Consumo de Álcool: Compreender os Riscos para a sua Saúde

Mai 22, 2026 | Artigos

Joana Chagas

Médica Interna de Formação Específica de Medicina Geral e Familiar na Unidade de Saúde Familiar Jardim dos Plátanos | ULS Lisboa Ocidental

Margarida Peixoto

Docente Afiliada da NOVA Medical School | Faculdade de Ciências Médicas | Universidade Nova de Lisboa
Médica Interna de Formação Específica de Medicina Geral e Familiar na Unidade de Saúde Familiar Jardim dos Plátanos | ULS Lisboa Ocidental

O consumo de álcool em Portugal é uma questão cultural, estando frequentemente associado a momentos de convívio, celebração e relaxamento. No entanto, a Organização Mundial de Saúde alerta: não existe um nível seguro de consumo de bebidas alcoólicas. É importante desmistificar a ideia de que o problema reside apenas em quem ingere grandes quantidades ou chega ao estado de embriaguez: todo e qualquer consumo apresenta riscos, que aumentam proporcionalmente à quantidade ingerida.

O impacto na saúde pública é severo:

Em 2023, registaram-se mais de 40 mil internamentos hospitalares em Portugal atribuíveis ao álcool e, em 2021, a doença alcoólica foi responsável por 2.526 mortes. Além dos riscos individuais, a condução sob o efeito do álcool compromete a segurança de toda a comunidade.

O álcool é um fator de risco determinante para as principais causas de morte no nosso país, que são doenças cardiovasculares e cancro. Ao promover processos inflamatórios, contribui para o desenvolvimento e agravamento de hipertensão, obesidade, colesterol alto, arritmias e diabetes tipo 2, agravando significativamente o risco de enfartes (ataques cardíacos) e acidentes vasculares cerebrais (AVCs).
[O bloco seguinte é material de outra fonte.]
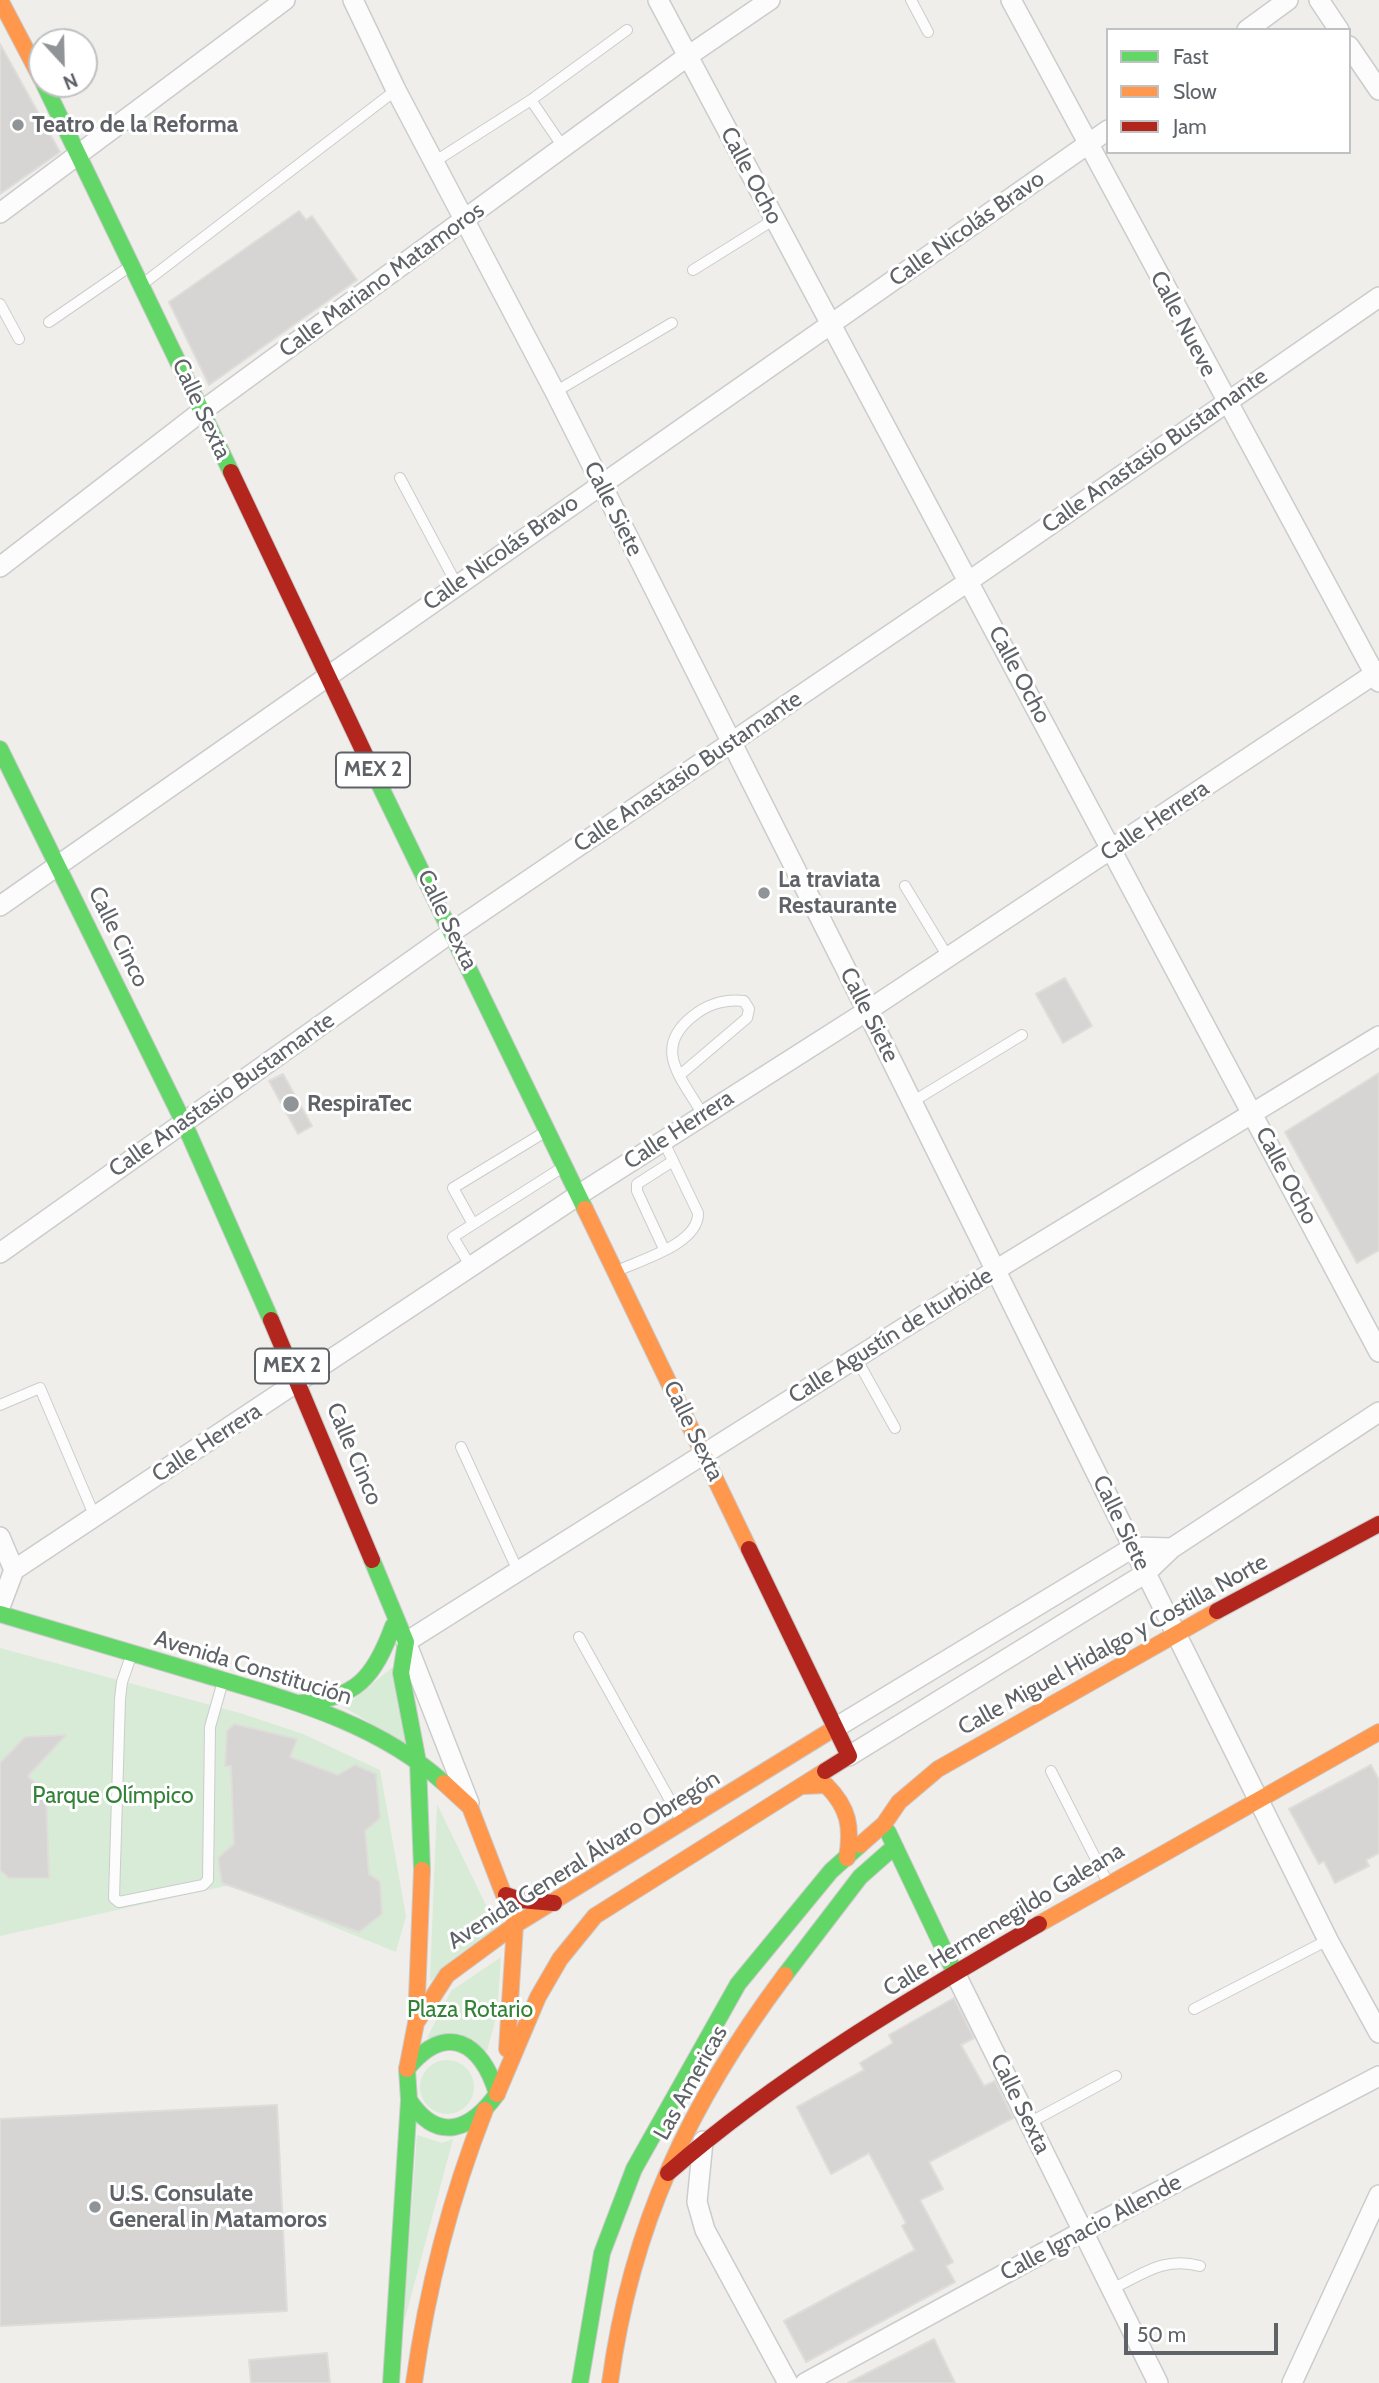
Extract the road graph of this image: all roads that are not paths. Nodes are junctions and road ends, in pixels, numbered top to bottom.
1 (0, 0) edge
2 (285, 0) edge
3 (353, 0) edge
4 (658, 0) edge
5 (770, 0) edge
6 (911, 0) edge
7 (1011, 0) edge
8 (1288, 0) edge
9 (1319, 0) edge
10 (1250, 28) edge
11 (1338, 28) edge
12 (627, 30) dead end
13 (928, 32) dead end
14 (1351, 49) edge
15 (688, 56) junction
16 (28, 58) edge
17 (396, 90) junction
18 (1379, 90) edge
19 (51, 98) edge
20 (531, 100) junction
21 (1106, 132) edge
22 (1088, 145) junction
23 (563, 147) junction
24 (80, 154) junction
25 (434, 162) junction
26 (0, 213) edge
27 (775, 219) junction
28 (464, 220) junction
29 (133, 265) junction
30 (693, 270) dead end
31 (142, 285) junction
32 (1379, 296) edge
33 (0, 304) edge
34 (49, 322) dead end
35 (672, 323) dead end
36 (831, 324) junction
37 (19, 339) dead end
38 (555, 392) junction
39 (1225, 402) junction
40 (202, 411) junction
41 (400, 478) dead end
42 (600, 483) junction
43 (0, 567) edge
44 (969, 581) junction
45 (457, 584) junction
46 (327, 676) junction
47 (1378, 676) edge
48 (732, 743) junction
49 (0, 749) edge
50 (1112, 850) junction
51 (57, 866) junction
52 (905, 886) dead end
53 (0, 906) edge
54 (453, 932) junction
55 (948, 957) junction
56 (867, 1011) junction
57 (1022, 1035) dead end
58 (1379, 1036) edge
59 (680, 1075) junction
60 (912, 1102) junction
61 (1253, 1113) junction
62 (703, 1115) junction
63 (184, 1123) junction
64 (548, 1129) junction
65 (663, 1140) junction
66 (673, 1161) junction
67 (566, 1165) junction
68 (580, 1194) junction
69 (473, 1224) junction
70 (664, 1249) junction
71 (0, 1253) edge
72 (471, 1267) junction
73 (994, 1271) junction
74 (614, 1273) junction
75 (1379, 1352) edge
76 (856, 1358) junction
77 (299, 1382) junction
78 (0, 1405) edge
79 (1379, 1412) edge
80 (895, 1428) dead end
81 (461, 1447) dead end
82 (705, 1454) junction
83 (95, 1517) junction
84 (1379, 1524) edge
85 (0, 1537) edge
86 (1133, 1546) junction
87 (1172, 1548) junction
88 (14, 1570) junction
89 (518, 1571) junction
90 (1146, 1573) junction
91 (0, 1607) edge
92 (0, 1614) edge
93 (396, 1616) junction
94 (1012, 1620) junction
95 (1175, 1634) junction
96 (579, 1637) dead end
97 (406, 1642) junction
98 (1028, 1645) junction
99 (132, 1654) junction
100 (384, 1655) junction
101 (223, 1681) junction
102 (299, 1703) junction
103 (835, 1728) junction
104 (1379, 1732) edge
105 (849, 1756) junction
106 (418, 1760) junction
107 (1051, 1771) dead end
108 (804, 1786) junction
109 (1260, 1801) junction
110 (470, 1807) junction
111 (683, 1824) junction
112 (884, 1824) junction
113 (894, 1846) junction
114 (696, 1850) junction
115 (847, 1858) junction
116 (1109, 1883) junction
117 (506, 1895) junction
118 (554, 1903) junction
119 (515, 1925) junction
120 (1328, 1940) junction
121 (954, 1971) junction
122 (737, 1984) junction
123 (761, 2005) junction
124 (1194, 2009) dead end
125 (416, 2023) junction
126 (1379, 2033) edge
127 (727, 2059) junction
128 (506, 2067) junction
129 (407, 2069) junction
130 (1116, 2076) dead end
131 (1379, 2077) edge
132 (497, 2094) junction
133 (409, 2100) junction
134 (758, 2100) junction
135 (485, 2110) junction
136 (1029, 2123) junction
137 (703, 2141) junction
138 (668, 2173) junction
139 (1379, 2195) edge
140 (1083, 2231) junction
141 (1200, 2266) dead end
142 (1111, 2290) junction
143 (391, 2383) edge
144 (414, 2383) edge
145 (580, 2383) edge
146 (610, 2383) edge
147 (788, 2383) edge
148 (805, 2383) edge
149 (1158, 2383) edge
150 (1292, 2383) edge

1 - 16 main road, Calle Sexta / MEX 2
2 - 24 street
3 - 17 street, Calle Siete
4 - 15 street, Calle Ocho
5 - 15 street, Calle Mariano Matamoros
6 - 13 lane
7 - 22 street, Calle Nueve
8 - 10 street
9 - 11 street
12 - 20 lane
14 - 18 street
15 - 23 street, Calle Mariano Matamoros
15 - 27 street, Calle Ocho
17 - 25 street, Calle Siete
17 - 31 lane
19 - 24 main road, Calle Sexta / MEX 2
20 - 23 lane
20 - 25 lane
21 - 22 street, Calle Nicolás Bravo
22 - 36 street, Calle Nicolás Bravo
22 - 39 street, Calle Nueve
23 - 28 street, Calle Mariano Matamoros
24 - 26 street
24 - 29 main road, Calle Sexta / MEX 2
25 - 28 street, Calle Siete
27 - 30 lane
27 - 36 street, Calle Ocho
28 - 38 street, Calle Siete
28 - 40 street, Calle Mariano Matamoros
29 - 31 main road, Calle Sexta / MEX 2
29 - 34 lane
31 - 40 main road, Calle Sexta / MEX 2
32 - 39 street, Calle Anastasio Bustamante
33 - 37 lane
35 - 38 lane
36 - 42 street, Calle Nicolás Bravo
36 - 44 street, Calle Ocho
38 - 42 street, Calle Siete
39 - 44 street, Calle Anastasio Bustamante
39 - 47 street, Calle Nueve
40 - 43 street, Calle Mariano Matamoros
40 - 46 main road, Calle Sexta / MEX 2
41 - 45 lane
42 - 45 street, Calle Nicolás Bravo
42 - 48 street, Calle Siete
44 - 48 street, Calle Anastasio Bustamante
44 - 50 street, Calle Ocho
45 - 46 street, Calle Nicolás Bravo
46 - 51 street, Calle Nicolás Bravo
46 - 54 main road, Calle Sexta / MEX 2
47 - 50 street, Calle Herrera
48 - 54 street, Calle Anastasio Bustamante
48 - 56 street, Calle Siete
49 - 51 main road, Calle Cinco / MEX 2
50 - 55 street, Calle Herrera
50 - 61 street, Calle Ocho
51 - 53 street, Calle Nicolás Bravo
51 - 63 main road, Calle Cinco / MEX 2
52 - 55 lane
54 - 63 street, Calle Anastasio Bustamante
54 - 64 main road, Calle Sexta / MEX 2
55 - 56 street, Calle Herrera
56 - 60 street, Calle Siete
56 - 62 street, Calle Herrera
57 - 60 lane
58 - 61 street, Calle Agustín de Iturbide
59 - 59 lane
59 - 62 lane
60 - 73 street, Calle Siete
61 - 73 street, Calle Agustín de Iturbide
61 - 75 street, Calle Ocho
62 - 65 street, Calle Herrera
63 - 71 street, Calle Anastasio Bustamante
63 - 77 main road, Calle Cinco / MEX 2
64 - 67 main road, Calle Sexta / MEX 2
64 - 69 lane
65 - 66 lane
65 - 68 street, Calle Herrera
66 - 70 lane
66 - 70 lane
67 - 68 main road, Calle Sexta / MEX 2
67 - 69 lane
68 - 72 street, Calle Herrera
68 - 74 main road, Calle Sexta / MEX 2
69 - 72 lane
70 - 74 lane
72 - 77 street, Calle Herrera
73 - 76 street, Calle Agustín de Iturbide
73 - 86 street, Calle Siete
74 - 82 main road, Calle Sexta / MEX 2
76 - 80 lane
76 - 82 street, Calle Agustín de Iturbide
77 - 83 street, Calle Herrera
77 - 93 main road, Calle Cinco / MEX 2
78 - 83 lane
79 - 87 street
81 - 89 lane
82 - 89 street, Calle Agustín de Iturbide
82 - 103 main road, Calle Sexta / MEX 2
83 - 88 street, Calle Herrera
84 - 95 main road, Calle Miguel Hidalgo y Costilla Norte
85 - 88 street
86 - 87 street
86 - 90 street, Calle Siete
86 - 94 street
87 - 90 street
88 - 91 street
89 - 97 street, Calle Agustín de Iturbide
90 - 95 street, Calle Siete
90 - 98 street
92 - 99 main road, Avenida Constitución
93 - 97 main road, Calle Cinco / MEX 2
93 - 100 main road
94 - 98 street
94 - 103 street
95 - 109 street, Calle Siete
95 - 112 main road, Calle Miguel Hidalgo y Costilla Norte
96 - 111 lane
97 - 100 main road
97 - 106 main road, Calle Cinco / MEX 2
97 - 110 street
98 - 105 street
99 - 101 main road, Avenida Constitución
99 - 101 lane
100 - 102 main road
101 - 102 main road, Avenida Constitución
102 - 106 main road, Avenida Constitución
103 - 105 main road, Calle Sexta
103 - 111 main road, Avenida General Álvaro Obregón
104 - 109 main road, Calle Hermenegildo Galeana
105 - 108 main road
106 - 110 main road, Avenida Constitución
106 - 125 main road, Calle Cinco / MEX 2
107 - 116 lane
108 - 114 main road
108 - 115 main road
109 - 116 main road, Calle Hermenegildo Galeana
109 - 120 street, Calle Siete
110 - 117 main road, Avenida Constitución
111 - 114 main road
111 - 118 main road, Avenida General Álvaro Obregón
112 - 113 main road, Calle Sexta
112 - 115 main road, Las Americas
113 - 121 main road, Calle Sexta
113 - 123 main road, Las Americas
114 - 128 main road
115 - 122 main road, Las Americas
116 - 121 main road, Calle Hermenegildo Galeana
117 - 118 main road
117 - 119 main road, Avenida Constitución
118 - 119 main road, Avenida General Álvaro Obregón
119 - 125 main road, Avenida General Álvaro Obregón
119 - 128 main road
120 - 124 lane
120 - 126 street, Calle Siete
121 - 134 main road, Calle Hermenegildo Galeana
121 - 136 street, Calle Sexta
122 - 123 main road
122 - 145 main road, Las Americas
123 - 127 main road, Las Americas
125 - 129 main road, Avenida General Álvaro Obregón
127 - 134 main road
127 - 138 main road, Las Americas
128 - 132 main road
129 - 132 main road
129 - 133 main road
130 - 136 lane
131 - 140 street, Calle Ignacio Allende
132 - 135 main road
133 - 135 main road
133 - 143 main road
134 - 137 main road, Calle Hermenegildo Galeana
135 - 144 main road
136 - 140 street, Calle Sexta
137 - 138 main road, Calle Hermenegildo Galeana
137 - 147 street
138 - 146 main road, Las Americas
139 - 150 street
140 - 142 street, Calle Sexta
140 - 148 street, Calle Ignacio Allende
141 - 142 lane
142 - 149 street, Calle Sexta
A relação entre o álcool e o cancro é igualmente direta e depende da dose: quanto mais se bebe, maior o risco. O consumo de álcool altera o ADN, desregula os níveis hormonais e reduz as defesas do organismo, estando associado a cancros comuns em Portugal, como o cancro da mama, que é o cancro mais frequente nas mulheres em Portugal, e o cancro do cólon e reto, que é o segundo cancro mais frequente em Portugal.

Além destas patologias, o consumo regular de álcool aumenta o risco de desenvolver e agravar várias doenças, por exemplo:

  • Aparelho digestivo: refluxo, gastrite, úlcera péptica, cirrose, pancreatite.
  • Saúde mental e cerebral: ansiedade, depressão, insónia e demência.
  • Fraqueza óssea, com maior risco de fraturas
  • Imunossupressão, com maior risco de infeções
  • Problemas sexuais, como infertilidade ou disfunção erétil

Como reduzir o consumo?

A evidência científica é clara: não existe um nível seguro de consumo de álcool. O objetivo deve ser a abstinência ou um consumo verdadeiramente ocasional e consciente.

Reduzir o consumo de álcool traz benefícios imediatos, como melhoria do sono, mais energia, melhor concentração e memória, e melhor controlo do peso e da tensão arterial. A longo prazo, reduz o risco das doenças mencionadas previamente.

A redução pode ser feita de forma progressiva, ao ritmo de cada pessoa, mas com uma meta clara: menos é melhor, zero é o ideal.

Algumas sugestões para reduzir o consumo são:

  1. Estabeleça metas claras: Defina antecipadamente um número máximo de bebidas para uma ocasião e cumpra-o.
  2. Mude o ambiente doméstico: Evite ter bebidas alcoólicas em casa e quebre o hábito de beber rotineiramente (por exemplo, ao jantar ou a ver televisão).
  3. Hidrate-se e alimente-se: Acompanhe sempre a bebida alcoólica com água e comida, pois isto ajuda a reduzir o efeito do álcool no organismo.
  4. Explore alternativas: Opte por versões sem álcool das suas bebidas favoritas.
  5. Reserve para exceções: Tente limitar o consumo apenas a momentos de brinde em ocasiões verdadeiramente especiais.

Se sentir dificuldade em reduzir o consumo ou se notar sintomas físicos ao tentar fazê-lo, procure apoio junto do seu Médico de Família.

Lembre-se: no que toca ao álcool, quanto menos, melhor.